Read Luigi Zingales’ paper here 



The great benefit of this program is that provides relief to distressed homeowners at no cost to the Federal government and at the minimum possible cost for the mortgage holders. The other great benefit is that it will stop defaults on mortgages, eliminating the flood of houses on the market and thus reducing the downside pressure on real estate prices. By stabilizing the real estate market, this plan can help prevent further deterioration of financial institutions’ balance sheets. But it will not resolve the problem of severe undercapitalization that these institutions are currently facing.


1 Response to “The Zingales Plan”

  1. 1 Vilhjalm A. March 21, 2009 at 9:55 am

    Back to the costs of such a mortgage reduction plan for Iceland:

    “Tryggvi Thor Herbertsson and the Progressive party have introduced ideas of 20 percent write off of the debts of the homes and companies… The twenty percent write off of the debts of the homes and companies would cost 800 billion krona according to the calculation of the Frettabladid. It may be expected that the housing debts of roughly 78 thousand homes are in total around 1300 billion krona and that was calculated from information about the distribution of housing debts which the central bank of Iceland has published. There of are close to half, or around 600 billion krona housing loans of homes in poor position of owners equity, that is homes that have little or negative financial part of their homes.
    The owners equity says nothing about the payment ability of the homes. As well as the fund loans of the pension funds 165 billion krona. 20 percent write off of the housing debts only would so cost 300 billion krona.
    The debts of the companies in the new banks are around 2500 billion krona and the same write off of their debts would cost 500 billion krona.
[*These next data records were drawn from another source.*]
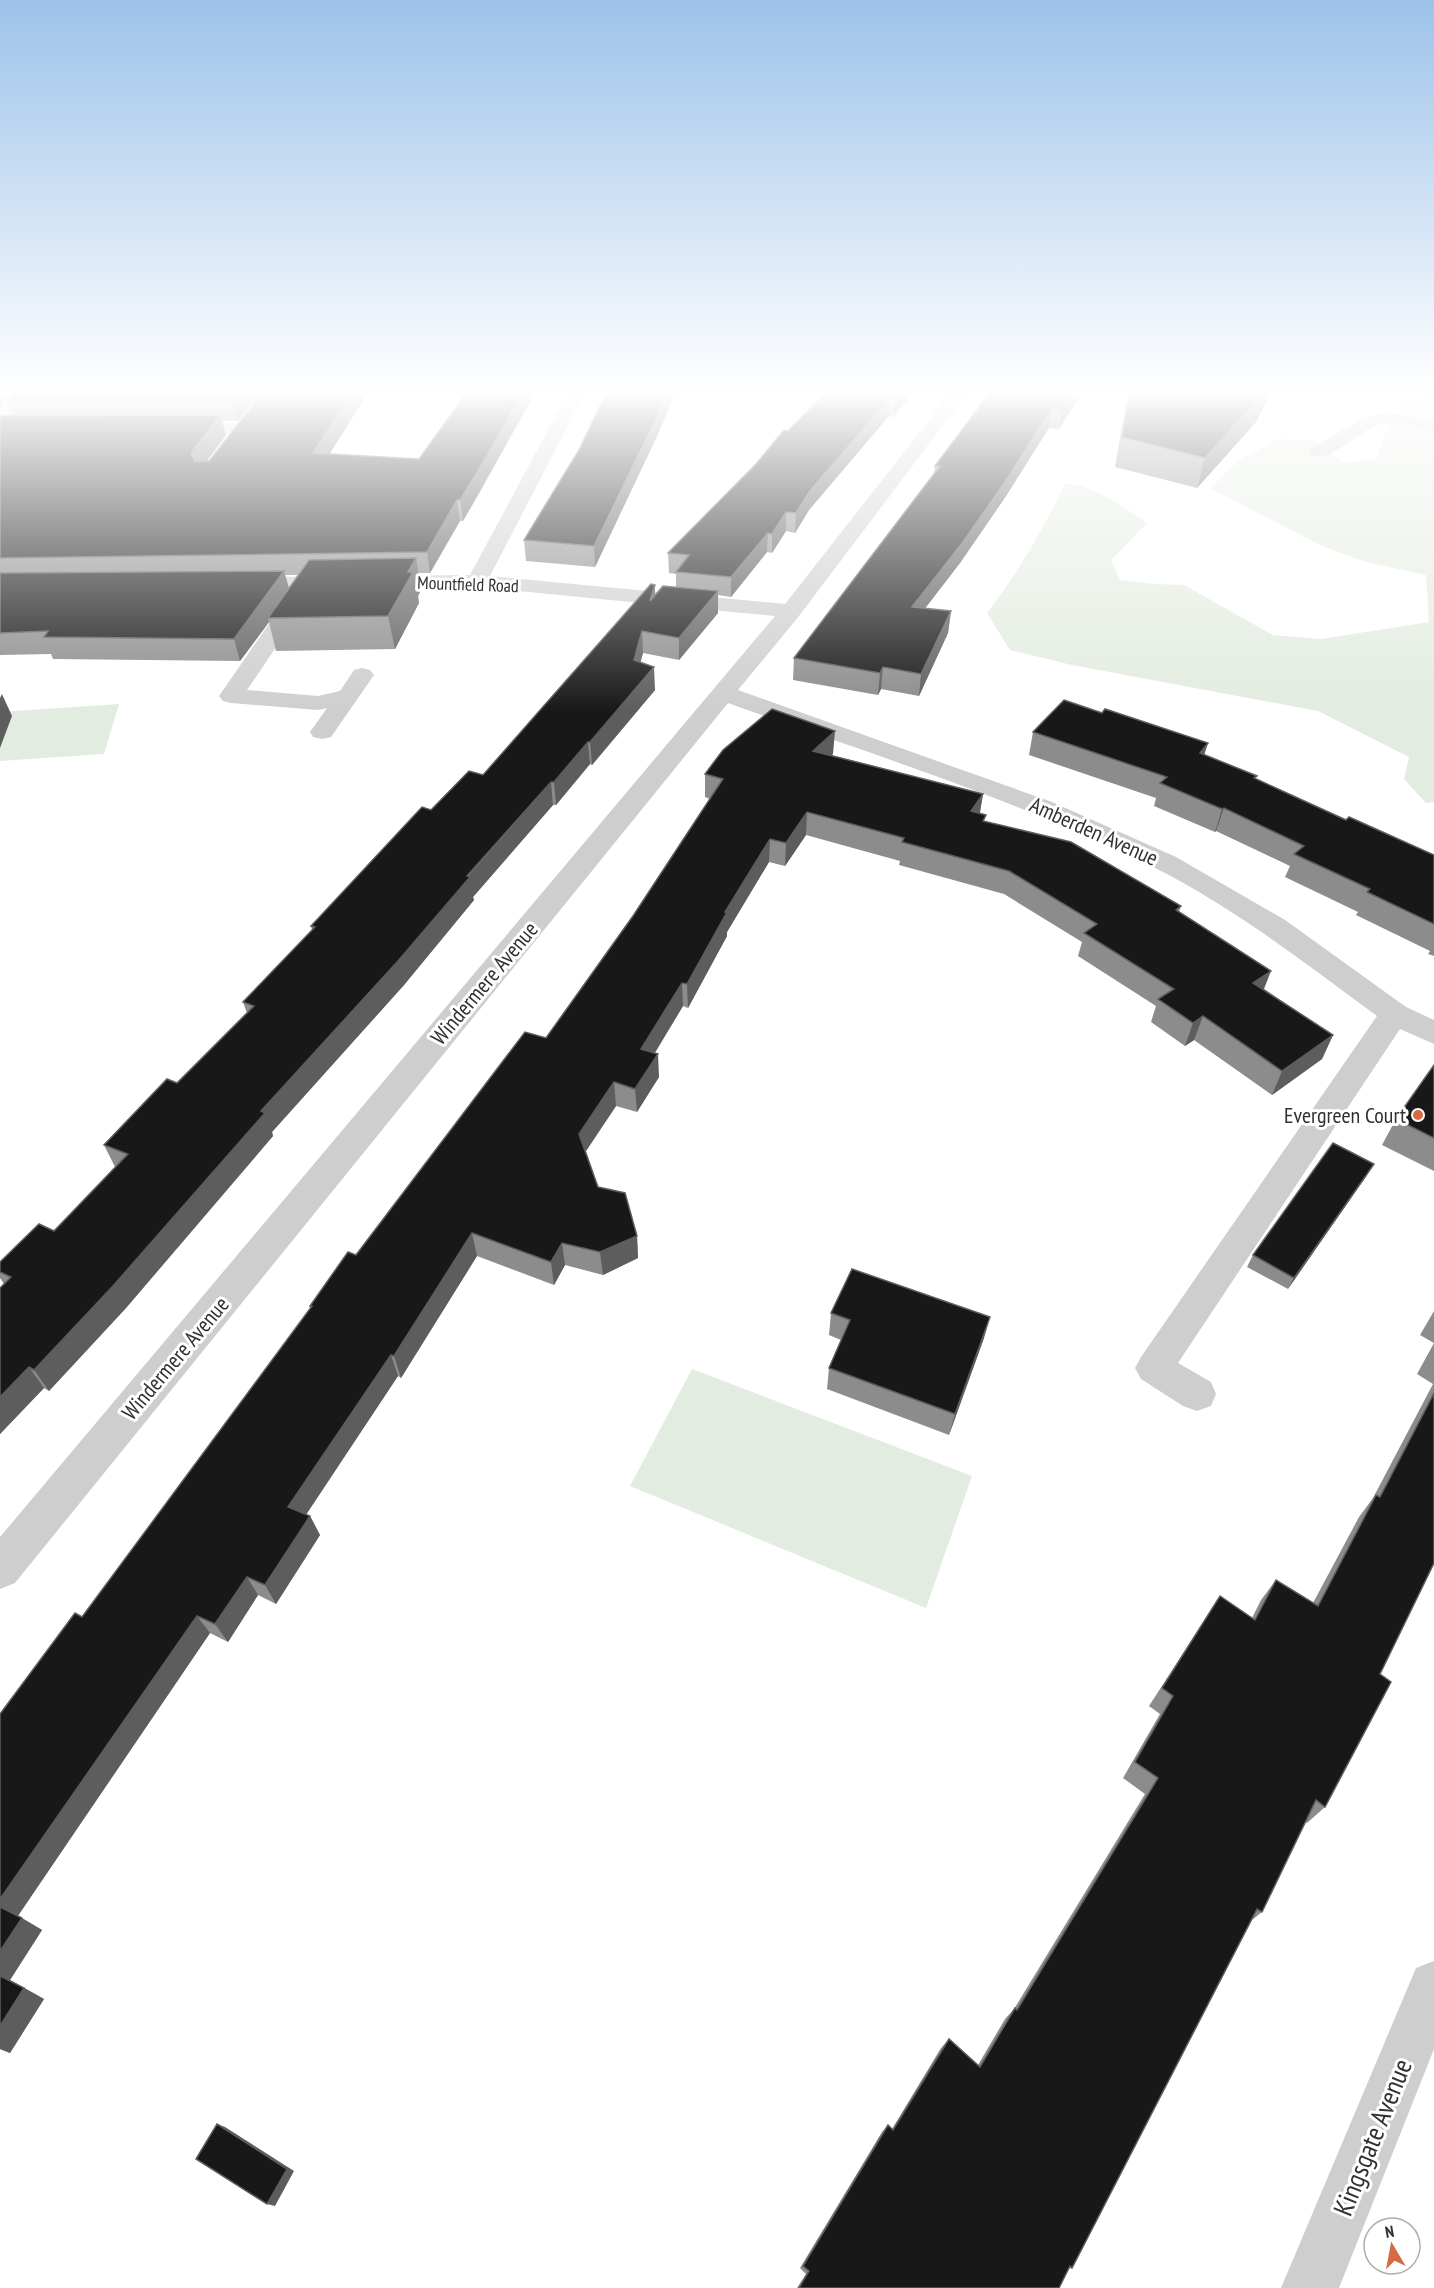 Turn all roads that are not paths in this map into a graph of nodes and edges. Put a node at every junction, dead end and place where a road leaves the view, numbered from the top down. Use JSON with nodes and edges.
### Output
{"nodes":[{"id":1,"x":521,"y":498,"type":"edge"},
{"id":2,"x":879,"y":498,"type":"edge"},
{"id":3,"x":477,"y":581,"type":"junction"},
{"id":4,"x":309,"y":582,"type":"junction"},
{"id":5,"x":225,"y":584,"type":"edge"},
{"id":6,"x":791,"y":610,"type":"junction"},
{"id":7,"x":362,"y":675,"type":"dead end"},
{"id":8,"x":723,"y":693,"type":"junction"},
{"id":9,"x":348,"y":696,"type":"junction"},
{"id":10,"x":322,"y":732,"type":"dead end"},
{"id":11,"x":1395,"y":1014,"type":"junction"},
{"id":12,"x":1434,"y":1033,"type":"edge"},
{"id":13,"x":1197,"y":1394,"type":"dead end"},
{"id":14,"x":0,"y":1569,"type":"edge"},
{"id":15,"x":1434,"y":1986,"type":"edge"},
{"id":16,"x":1310,"y":2288,"type":"edge"}],
"edges":[{"from":1,"to":3,"type":"street"},
{"from":2,"to":6,"type":"street","name":"Windermere Avenue"},
{"from":3,"to":4,"type":"street","name":"Mountfield Road"},
{"from":3,"to":6,"type":"street","name":"Mountfield Road"},
{"from":4,"to":5,"type":"street","name":"Mountfield Road"},
{"from":4,"to":9,"type":"street"},
{"from":6,"to":8,"type":"street","name":"Windermere Avenue"},
{"from":7,"to":9,"type":"street"},
{"from":8,"to":11,"type":"street","name":"Amberden Avenue"},
{"from":8,"to":14,"type":"street","name":"Windermere Avenue"},
{"from":9,"to":10,"type":"street"},
{"from":11,"to":12,"type":"street","name":"Amberden Avenue"},
{"from":11,"to":13,"type":"street"},
{"from":15,"to":16,"type":"street","name":"Kingsgate Avenue"}]}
Around 3000 billion krona of company debts were left behind in the old banks.
    Only the part of housing debts are in the three banks. As well as the 165 billion krona from the pension funds are the loans of the housing financing fund at least 140 billion krona. Then the savings funds banks loans are still left out. The part of the three banks in real estate matters is less than half of the housing loans and so most of the write off would be used to pay off loans elsewhere, not the banks. ”
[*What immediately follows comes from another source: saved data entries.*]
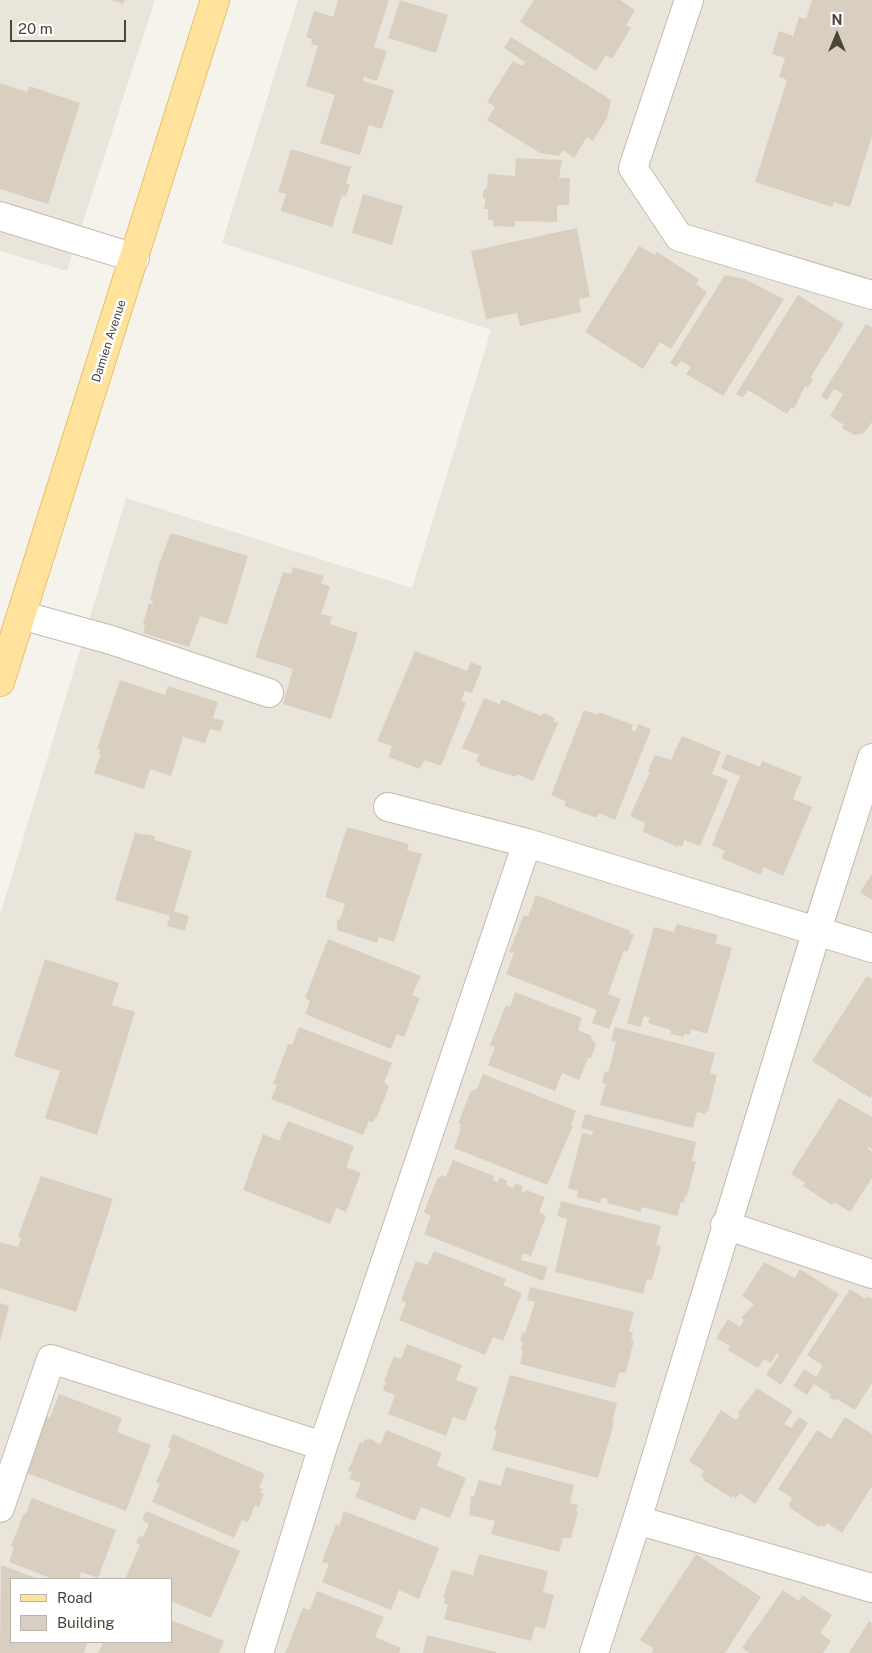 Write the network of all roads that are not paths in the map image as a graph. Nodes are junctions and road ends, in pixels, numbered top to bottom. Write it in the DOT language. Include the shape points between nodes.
graph roads {
  1 [pos="215,0"];
  2 [pos="689,0"];
  3 [pos="0,216"];
  4 [pos="135,258"];
  5 [pos="872,295"];
  6 [pos="21,615"];
  7 [pos="0,682"];
  8 [pos="269,693"];
  9 [pos="872,758"];
  10 [pos="388,807"];
  11 [pos="526,844"];
  12 [pos="817,930"];
  13 [pos="872,948"];
  14 [pos="725,1225"];
  15 [pos="872,1274"];
  16 [pos="323,1446"];
  17 [pos="0,1508"];
  18 [pos="637,1520"];
  19 [pos="872,1588"];
  20 [pos="259,1653"];
  21 [pos="594,1653"];
  1 -- 4 [label="main road, Damien Avenue"];
  2 -- 5 [label="lane" via="632,168 679,236"];
  3 -- 4 [label="lane"];
  4 -- 6 [label="main road, Damien Avenue"];
  6 -- 7 [label="main road, Damien Avenue"];
  6 -- 8 [label="lane" via="110,640"];
  9 -- 12 [label="lane"];
  10 -- 11 [label="lane"];
  11 -- 12 [label="lane"];
  11 -- 16 [label="lane"];
  12 -- 13 [label="lane"];
  12 -- 14 [label="lane"];
  14 -- 15 [label="lane"];
  14 -- 18 [label="lane"];
  16 -- 17 [label="lane" via="51,1359"];
  16 -- 20 [label="lane"];
  18 -- 19 [label="lane"];
  18 -- 21 [label="lane"];
}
    So – a minimal mortgage-reduction plan for homes most in danger of default would cost:
    – at 20% reduction, 120 billion ISK
    – at 50% reduction, 300 billion ISK

    A larger mortgage-reduction plan would cost:
    – at 20% reduction, 260 billion ISK
    – at 50% reduction, 650 billion ISk

    Even with the large mortgage deduction, the write-off is not all that large. It’s a little less than the Icesave debt.
    If you add conditions to the debt-reduction, then the amount would be smaller. For instance, the total assets of the homeowner could be factored in. If the homeowner has eg more than 200 thousand euros total assets, then they wouldn’t qualify, or if they have 100 thousand euros assets then they they would only get a 25% reduction. Or mortgage debt would be forgiven as a percentage of the homeowners’ total assets.
    Or the mortgage write-down could be concentrated on those homes purchased during the bubble years, say, 2004-2008.
    Also, those owing a relatively small amount of mortgage debt are not likely to trade 50% of future profits for a reduced mortgage.
    You get the idea – it’s possible to alter the formula so that mortgage relief goes to those who need it the most, or according to what would be acceptable to the government’s budget.
    One objection might be that homeowners would just immediately sell their house and buy the house next door, or buy no house at all. I suppose this could be fixed by putting in a condition that the mortgage-reduction is nullified if the house is sold within, say, 2-3 years.
    Also, factor in the costs of lost state revenue if large numbers of people emigrate or go bankrupt:
    – if the owners in danger of default go bankrupt, then the state would lose at least 300 billion
    – if 40,000 working people emigrate, then the state could lose, for instance 20 thousand euros tax per year @ 30 years = 800,000,000 euros
    – if lots of people go bankrupt or emigrate, then this drives down the housing market even more, and then there will be more defaults, banruptcies and emigration.